Cookies with a twist

Here's a twist (literally) on the traditional sugar cookie; they're called Red-and-White Marbled Cookies. They look similar to over sized peppermint candies and look quite cute (if I do say so myself) wrapped in striped cellophane and tied on both ends like a piece of candy. This is another good gift idea (for those of you, like me who are frantically not done shopping yet and can't figure out what to get for those last couple of people on your list).
Christmas is only a couple days away! Shopping left or not, gifts to get or not; enjoy celebrating Christmas, Christ incarnate as the greatest gift ever given. Merry Christmas!

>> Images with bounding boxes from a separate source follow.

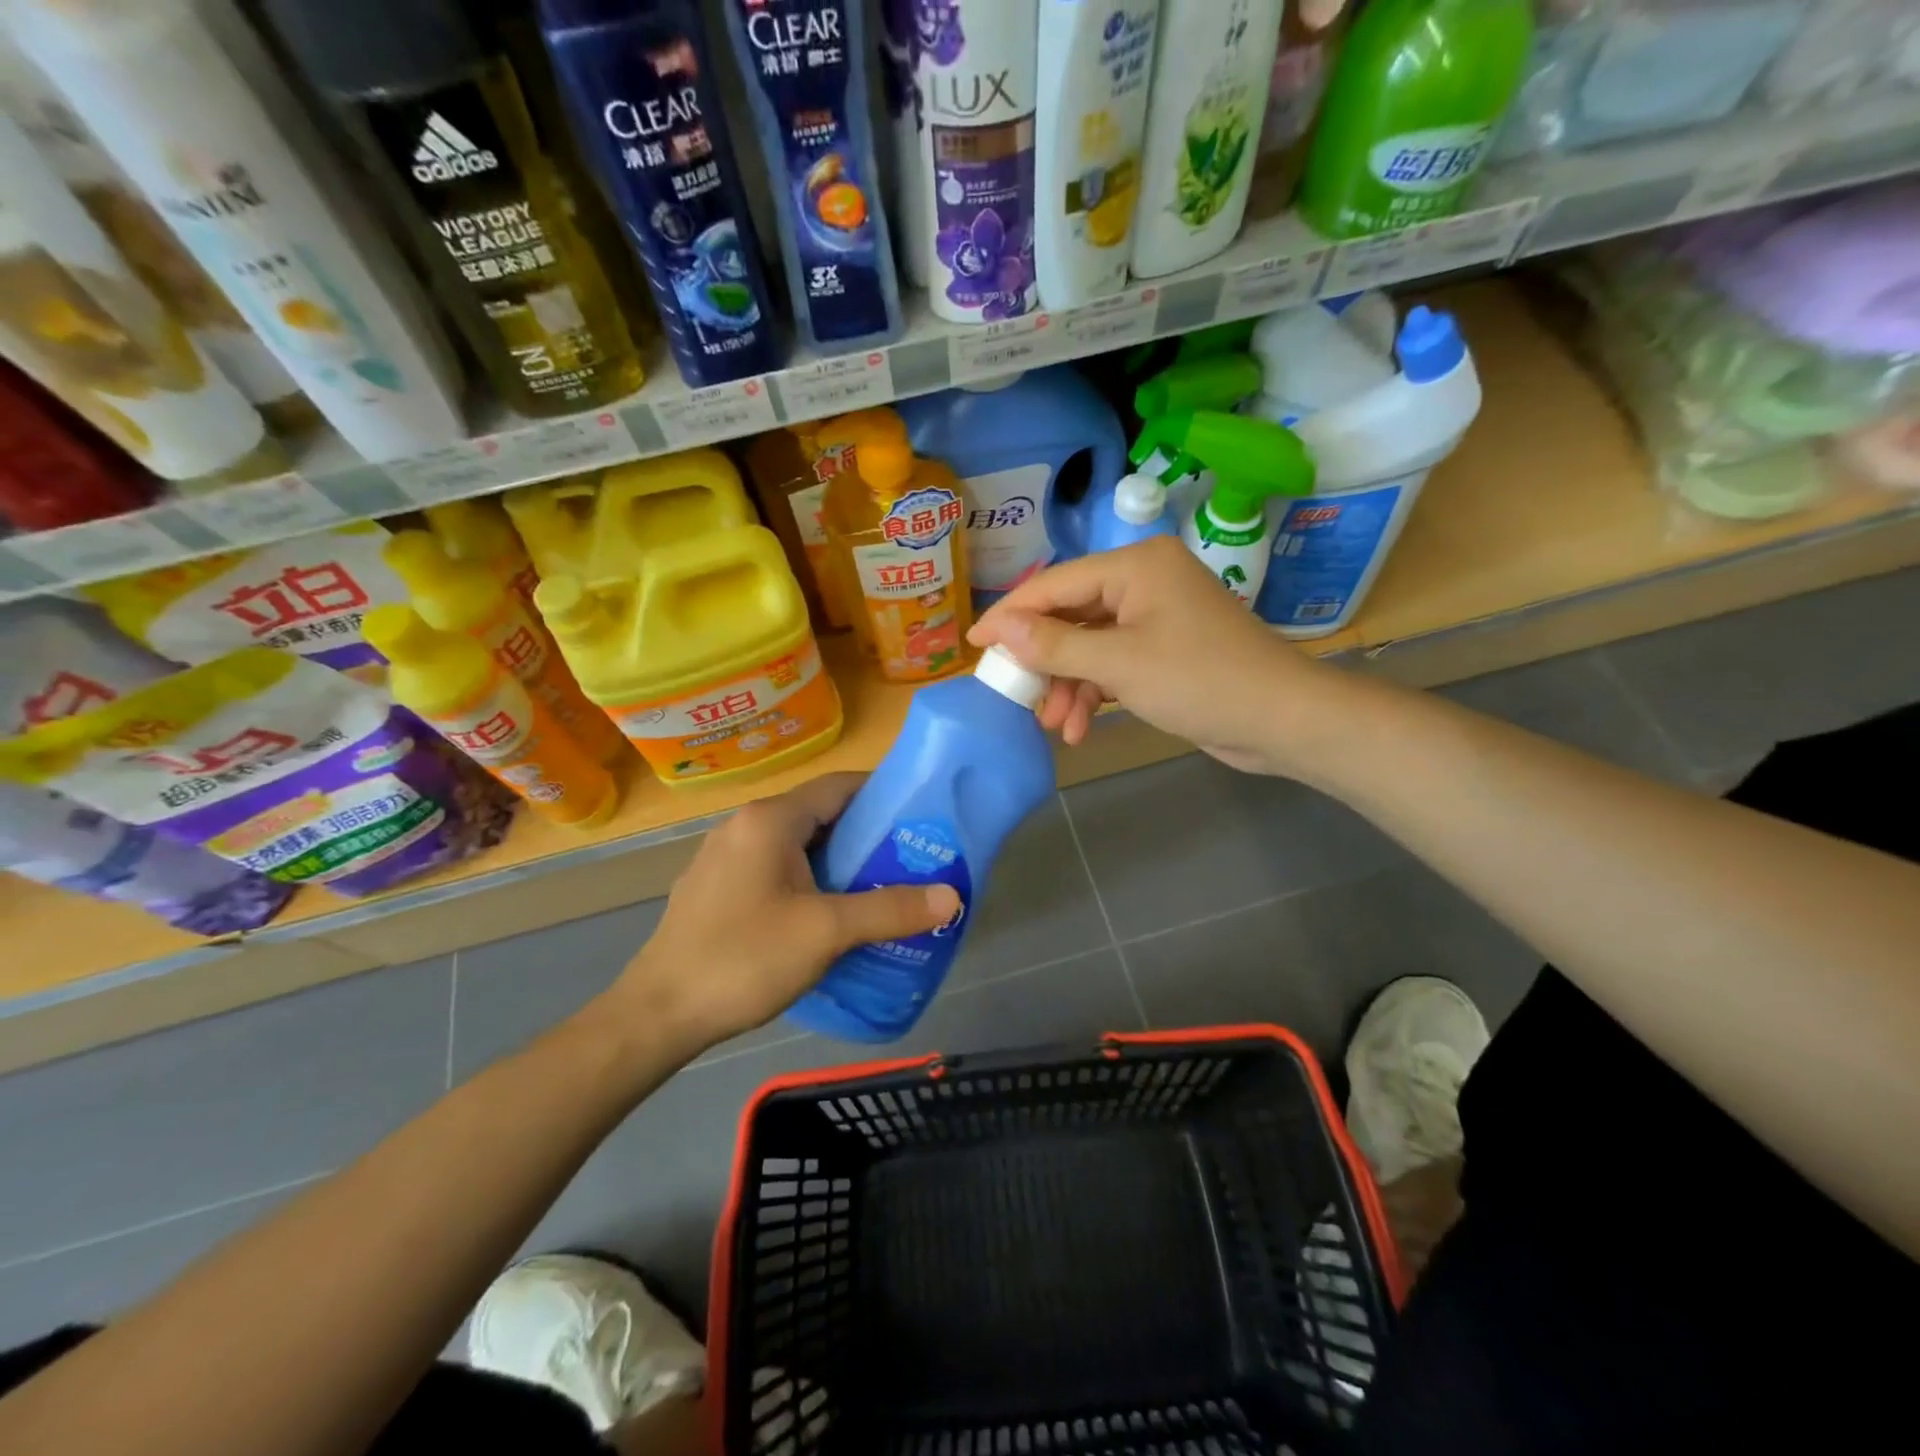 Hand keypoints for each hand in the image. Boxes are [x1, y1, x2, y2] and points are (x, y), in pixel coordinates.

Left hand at [603, 774, 961, 1051]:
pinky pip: (775, 869)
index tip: (922, 816)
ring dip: (838, 861)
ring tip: (881, 887)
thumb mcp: (826, 932)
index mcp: (770, 820)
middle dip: (867, 835)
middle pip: (820, 815)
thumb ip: (890, 910)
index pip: (839, 785)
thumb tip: (952, 896)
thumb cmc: (744, 959)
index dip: (883, 794)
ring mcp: (726, 857)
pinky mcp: (717, 888)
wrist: (658, 1014)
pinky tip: (829, 915)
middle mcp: (745, 826)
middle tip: (911, 859)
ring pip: (797, 845)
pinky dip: (809, 880)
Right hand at [968, 536, 1331, 775]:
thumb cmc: (1200, 680)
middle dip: (1044, 661)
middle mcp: (1144, 581)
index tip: (975, 645)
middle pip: (1071, 615)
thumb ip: (1054, 644)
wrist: (1282, 720)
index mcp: (1135, 565)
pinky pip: (1114, 662)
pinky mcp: (1165, 649)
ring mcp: (1157, 616)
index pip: (1055, 584)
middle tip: (1014, 694)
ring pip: (1090, 644)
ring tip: (1054, 725)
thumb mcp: (1118, 663)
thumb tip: (999, 629)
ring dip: (1069, 685)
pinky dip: (1096, 692)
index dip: (1011, 615)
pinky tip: (1081, 728)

Red-and-white Marbled Cookies*

Red food coloring

  1. Divide Basic Sugar-Cookie Dough in half. On a cutting board, tint one half red by kneading in red food coloring, adding 1 drop at a time until desired color is achieved.
  2. Roll each half into a 1 1/4-inch-thick rope. Lay both pieces side by side on cutting board and cross red over white, then white over red until one larger, twisted log is formed. Gently knead to smooth out twist and incorporate colors for a marbled effect. Wrap tightly in plastic wrap and chill until firm, about 4 hours.
  3. Preheat oven to 350 degrees. Slice into 1/4-inch-thick cookies. Bake on parchment-lined baking sheets until firm and lightly browned, 8 to 10 minutes. Transfer to a wire rack and let cool.

I had to add about 12 drops of food coloring to achieve this color.


Told you it was a "twist" on the traditional sugar cookie....

It's easy. Slice, bake, and eat!

*modified from "Country Living" December/January 2011 edition.